Failure mode and effect analysis (FMEA) is a process in operation management for analysis of the potential failures within a system, and it can be used in healthcare to detect any errors and can find the action plans to prevent errors or risks. The aim of this study was to evaluate whether the FMEA is a useful method to predict anesthesia medication errors, identify those errors and analyze the root causes of failures, and how it can eliminate the risk.

Methods

A prospective study was carried out by a multidisciplinary team under the supervision of an anesthesiologist as the team leader and included an anesthesia nurse, pharmacist, and performance improvement coordinator. The FMEA model was implemented in the process of general anesthesia medications. First, the process was divided into three steps of ordering, preparation, and administration of the anesthetics. Second, identification of the failure was made (failure mode). Third, the potential effect of the failure was assessed.
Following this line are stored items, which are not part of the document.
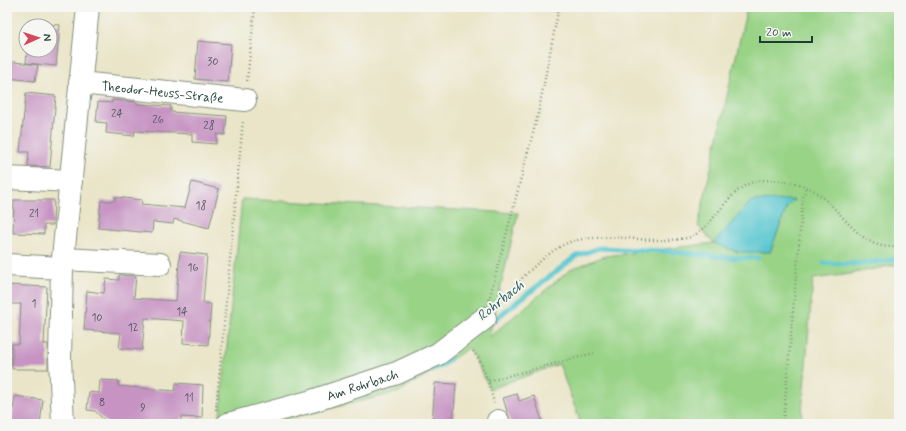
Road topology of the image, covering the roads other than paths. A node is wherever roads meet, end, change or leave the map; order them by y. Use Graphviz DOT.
graph roads {
  1 [pos="88,7"];
  2 [pos="80,83"];
  3 [pos="245,100"];
  4 [pos="7,178"];
  5 [pos="71,182"];
  6 [pos="63,264"];
  7 [pos="160,264"];
  8 [pos="7,265"];
  9 [pos="485,318"];
  10 [pos="222,420"];
  11 [pos="63,424"];
  1 -- 2 [label="street"];
  2 -- 3 [label="street, Theodor-Heuss-Straße"];
  2 -- 5 [label="street"];
  4 -- 5 [label="street"];
  5 -- 6 [label="street"];
  6 -- 7 [label="street"];
  6 -- 8 [label="street"];
  6 -- 11 [label="street"];
  9 -- 10 [label="street, Am Rohrbach"];
}
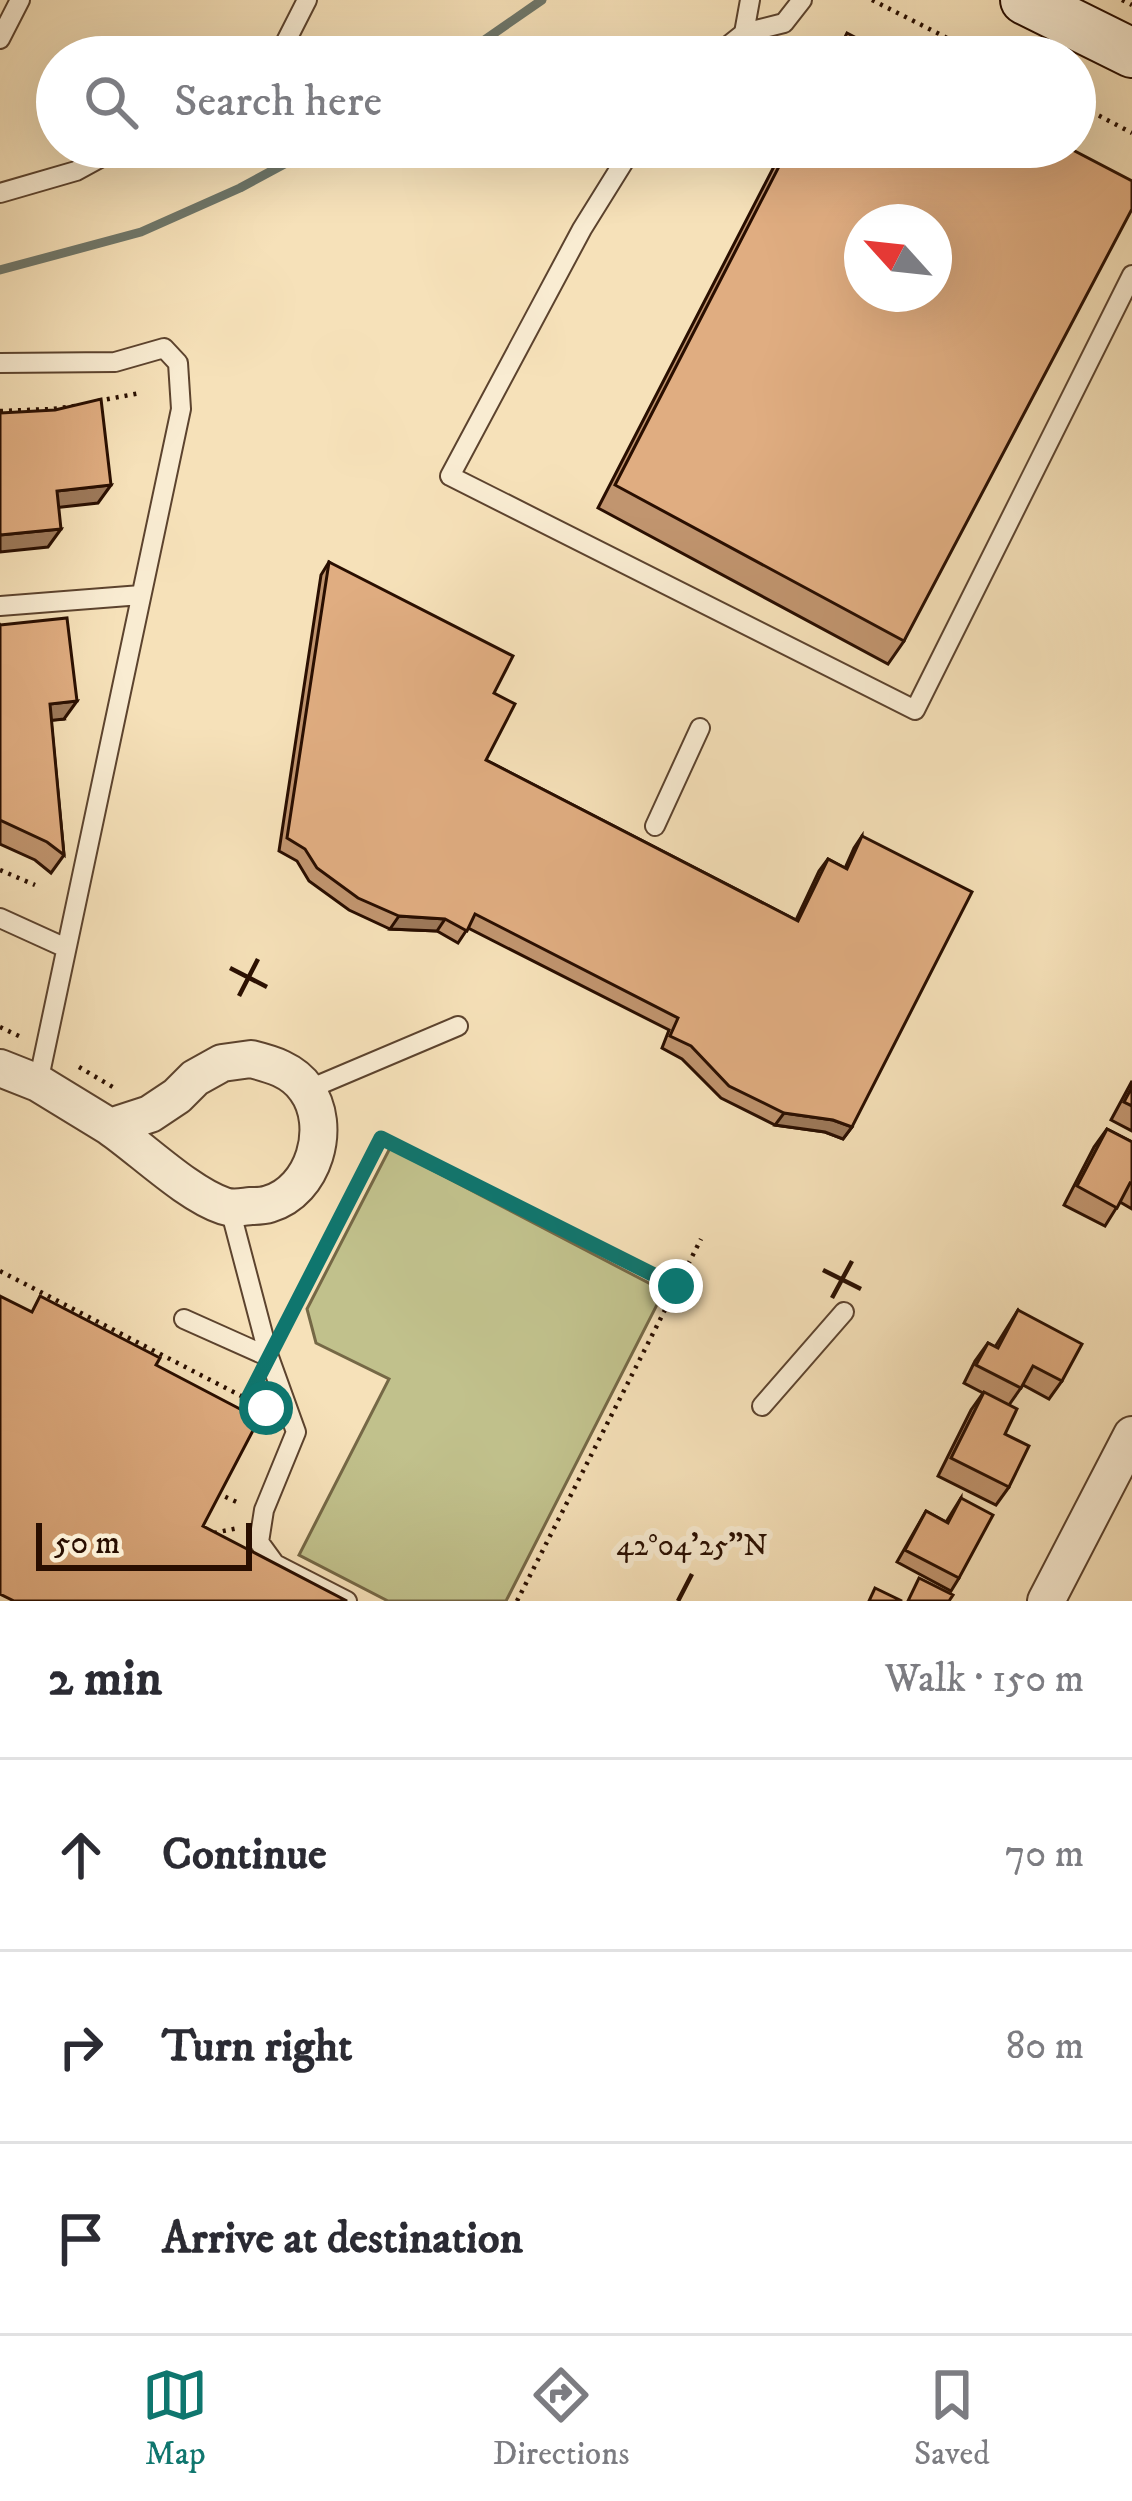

Fourth, criticality score was determined to detect the critical failure that was evaluated by root causes analysis, and then final recommendations or action plan were made to eliminate the risk or reduce the failure.

Results

There were three failures in the process of ordering, eight failures in the process of preparation, and four failures in the process of administration, a total of 15 failures; there were eight critical failures that required urgent recommendations to reduce the risk, and the remaining failures were nonhigh risk that required further recommendations. All of them were reviewed and approved by the pharmacy and therapeutic committee and hospital management.

Conclusion

The FMEA model by a multidisciplinary team is a useful method for detecting failures for anesthesia medication errors, and a simple way to analyze the root causes of the errors; it can also find the optimal method to eliminate the risk of failure.